BOOKS
In Light of Stars
In his new book, In Light of Stars, Bruce Willard manages to be spare and expansive at once. This remarkable achievement comes partly from the sense of loss that hovers over the book, but also from the care and restraint of its language, often parceled out in quietly emphatic short lines that enact the way Willard listens closely to the world before speaking himself. You can feel the poems, in the act of reading them, expand in scope and mystery, opening out into the white space around them as though into the “bold, kind polar night,” so that the book as a whole “returns us to a place we need to know.”
—Jeffrey Harrison
In Light of Stars presents a poetry that engages the larger questions of our place on earth, a poetry that lifts us beyond personal loss to moments cherished and made brilliant by close attention to and appreciation of the natural world. Bruce Willard’s lyric voice, craft, and imagination are authentic and inspired. When he asks, “How do you decide/to do anything one last time” I am compelled to think of us all standing here, looking up for the time we have. . . .
- Christopher Buckley
There’s a fine sensibility at work in these poems, irreverent and American. I admire their clear language, their fine wit and feeling for the male self coming to terms with the world. I like the way they float back and forth between tenderness and irony.
- Joseph Millar
Hovering inside of this book is the paradox of solitude: we yearn for it, we are pained by it. And when someone we love dies, these beautiful poems attest, nothing is ever perfectly quiet again. In Light of Stars is as earthward as it is skyward, and Bruce Willard’s imagination is at once corporeal and hauntingly spiritual. You can hear the living and the dead breathe in this book, which is to say: it gives me hope.
-Katie Ford
Violent Blues
In an affecting collection following his debut, Holding Ground, Willard recalls his responsibility for a terrible accident by saying that it “draws me like a blues harp/ soaked in whisky from which the bent yawl of reeds/ becomes the song I have to play.” Like any good bluesman, he plays that song without self-pity, portraying a lost moment in town at night, the “implicated guilt” inspired by his son’s teacher, the seasons running together as he “fail[s] progressively,” and the effort “to try to understand/ what makes things work”—his confusion eventually surmounted by love. VERDICT Perfectly tuned language and rhythm; many readers will identify with Willard’s quietly troubled thoughts and small-town settings.
-Library Journal Review
Willard plays the notes in-between — the awakenings, loves and losses, the slippages between two blurred bodies of life, of sending and receiving — that is, the “un-understandable,” perhaps like Thelonius Monk’s fractured piano, the one that flames in the center of being, meaning and enlightenment. This is also a mouth-held blues harp of words, ultimately not made of words, it is more an “alluring paleness,” a riff of life-death’s “impossible finishes,” a streaked-night asphalt, a“warble” of “uncrossable landscapes.” I am struck by the sincerity of the voice here, the relentless set of mind-heart puzzles, the tender, wisdom-lit aloneness in this collection.

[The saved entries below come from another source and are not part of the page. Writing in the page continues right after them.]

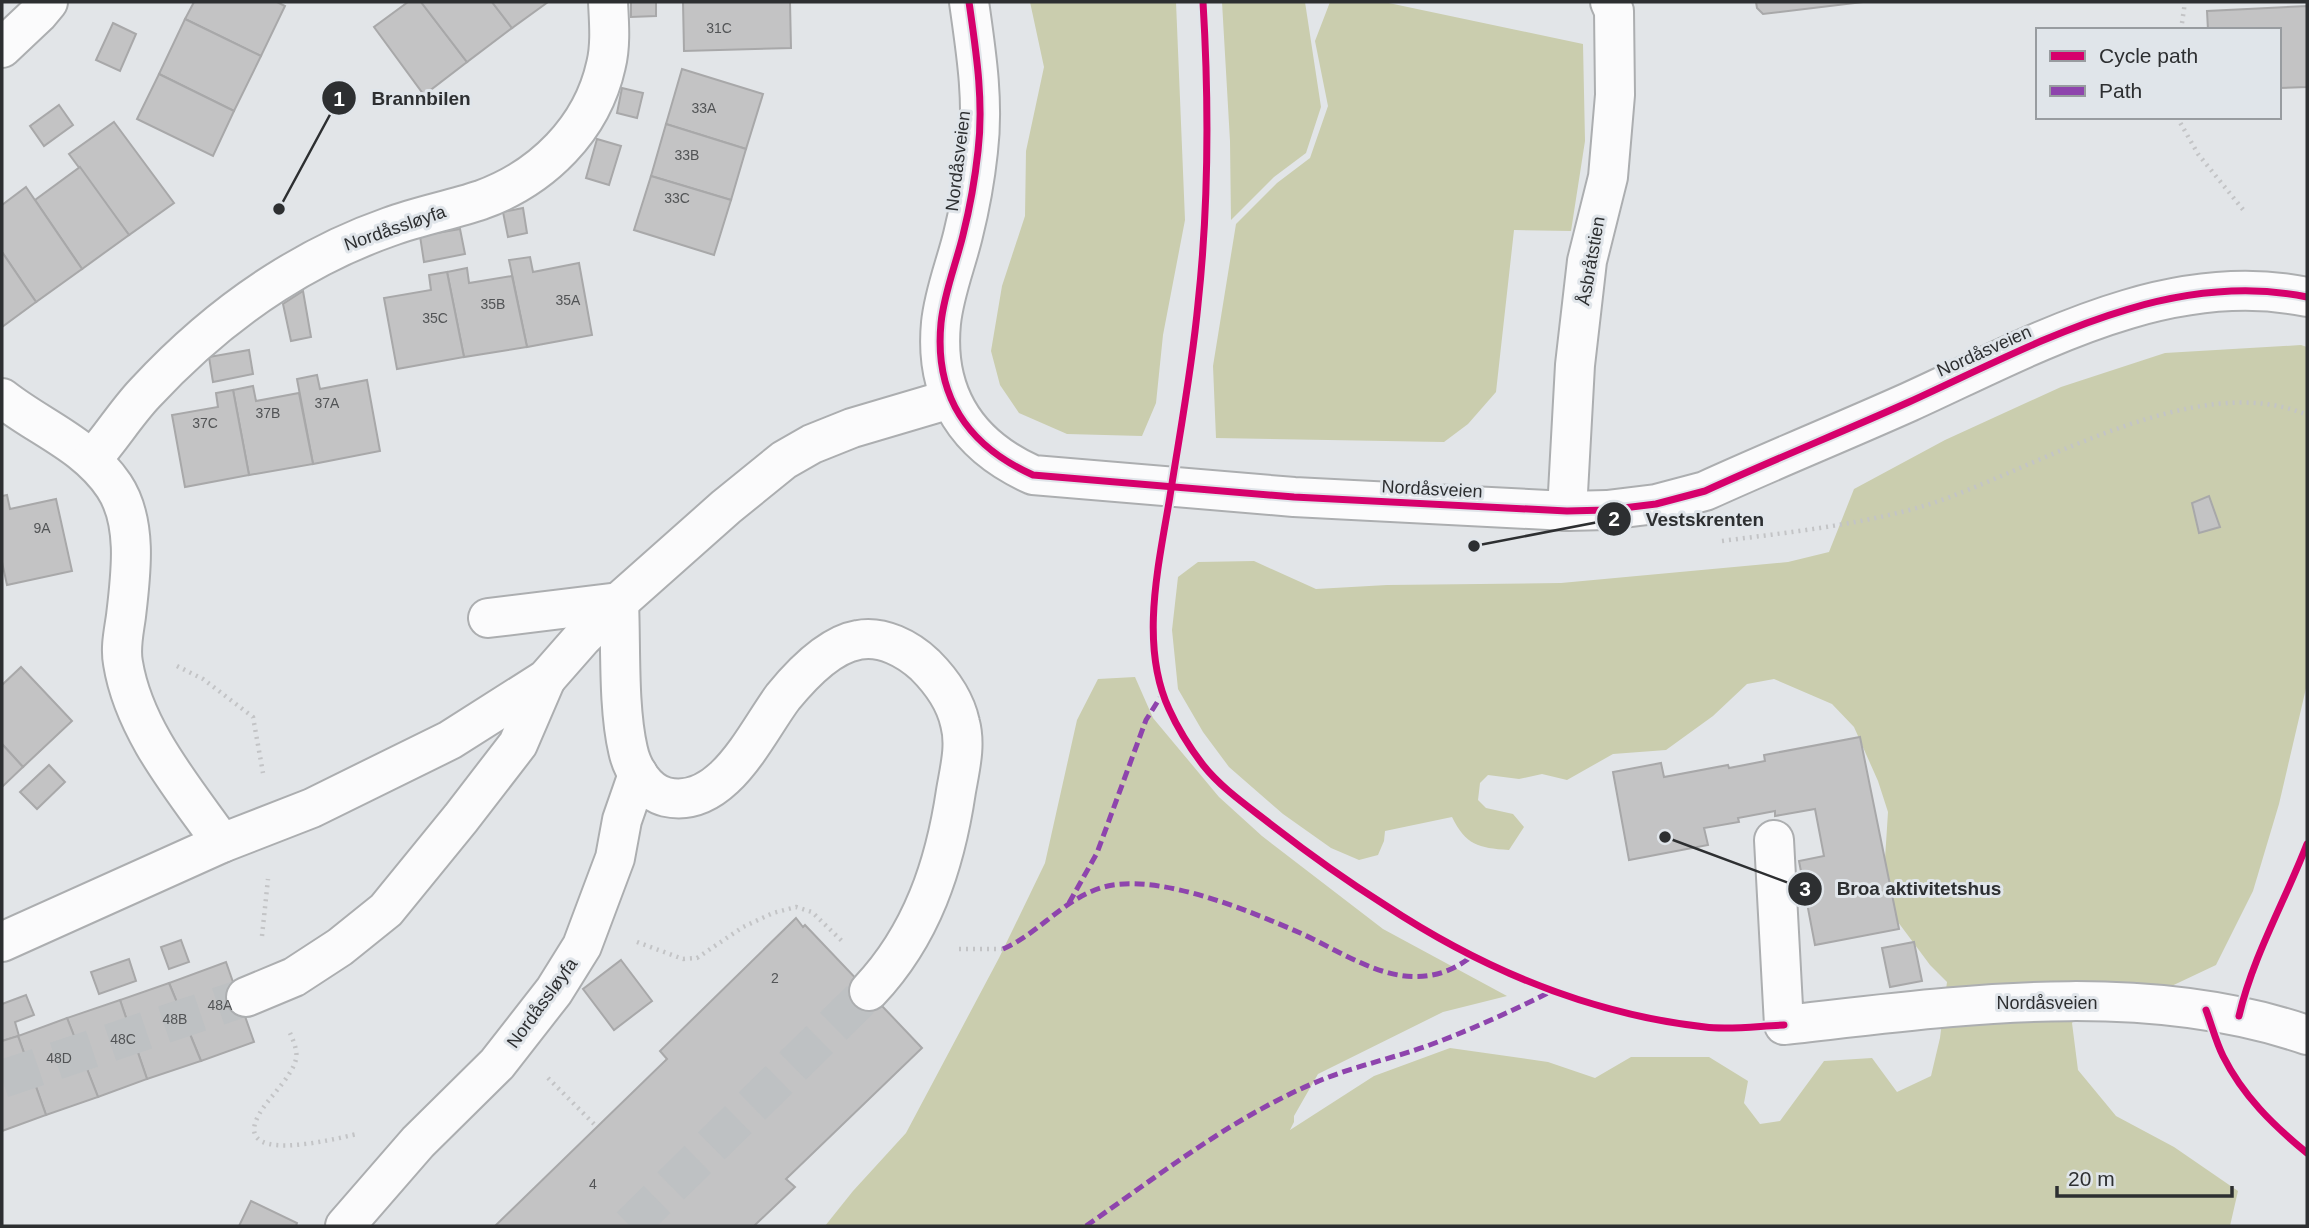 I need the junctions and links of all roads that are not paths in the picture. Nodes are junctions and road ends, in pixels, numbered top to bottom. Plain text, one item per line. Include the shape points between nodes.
1 (48, 2) edge
2 (608, 2) edge
3 (969, 2) edge
4 (1616, 5) edge
5 (2, 48) edge
6 (2307, 297) edge
7 (950, 400) junction
8 (7, 410) edge
9 (92, 459) junction
10 (1567, 511) junction
11 (619, 602) junction
12 (488, 618) dead end
13 (546, 679) junction
14 (638, 774) junction
15 (1774, 840) dead end
16 (222, 843) junction
17 (2, 942) edge
18 (869, 991) tunnel mouth
19 (258, 993) tunnel mouth
20 (2307, 1035) edge
21 (345, 1226) edge

1 - 5 street
2 - 9 street, Nordåssløyfa via 607,63 597,95 584,121 544,165 482,200 357,239 274,284 176,363 144,394
3 - 7 street, Nordåsveien via 981,100 979,149 941,323 940,356
4 - 10 street, Åsbråtstien via 1608,177 1587,261 1575,365
6 - 10 street, Nordåsveien via 2229,291 2154,302 2058,335 1705,491 1656,503
7 - 10 street, Nordåsveien via 965,425 995,455 1033,475 1294,497
7 - 11 street via 852,428 785,460
8 - 9 street via 56,433
9 - 16 street via 115,487 130,536 121,653 132,700 153,741
11 - 12 street
11 - 13 street
11 - 14 street via 625,734
13 - 16 street via 450,740 368,782
13 - 19 street via 518,744 386,909 295,977
14 - 18 street via 651,790 666,797 702,793 737,764 784,696 824,657 857,640 874,639 914,655 950,697 960,723 963,751 950,829 930,896 916,926
14 - 21 street, Nordåssløyfa via 591,923 554,991 488,1073 418,1142
15 - 20 street, Nordåsveien via 1784,1025 1962,1005 2091,1002 2206,1010
16 - 17 street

Each poem, in a way, is a deep breath koan that musics-in-out from sea depths, dream echoes - the “pressure” of existence and non-being - yet all is alive as Cherimoya, Jacaranda and Jasmine.
This is a rare gift, a magnificent wave of poems that will move with you forever.
-Juan Felipe Herrera
Most readers will admire those poems in Bruce Willard’s Violent Blues whose vanishing points lead back to the unabated joy of self-reflection and the endlessly beautiful sound of modern life suddenly cast in light. Yet, these blue notes are singular and honor the earned truths of marriage and fathering, and name one’s errors with a poignant dignity. To which I say, snap your fingers, close your eyes, and nod along to its exquisite and pitch perfect lyric moods.
-Major Jackson
I read Violent Blues with great pleasure. Then I read it again with even more. Its poems are vivid and surprising. A trampoline can become a metaphor for the rhythm of our lives. Bruce Willard is a poet who—like Wallace Stevens—also happens to be a businessman. His poems have a fine haptic quality—made of things real and things imagined to make them even more real. They find their way in the course of their unfolding and make their own fine music as they go.
-Dan Gerber
Holding Ground
REVIEW BY
G. MURRAY THOMAS
In Holding Ground the poet touches the world and senses nuances in the terrain of what lives in the heart and in the mind. In a simple eloquence, Willard’s poems articulate ordinary and difficult moments to strike the genuine pitch of what it means to be fully alive. The poet celebrates our possibilities even as he knows our lives are filled with all the spirit’s dangers. The poems are clear and evocative, an elegant accomplishment.”
-Afaa Michael Weaver
“Bruce Willard writes with balanced—and earned—accuracy from the heart of his experience. The natural world is not, for him, an image ‘kitty,’ but a powerful real presence that through its resistances, as well as its vexing beauty, marks out the reach of inwardness. The poems are clear windows on the defining scenes of that inwardness: love, separation, family, and coming to terms with pain and joy.”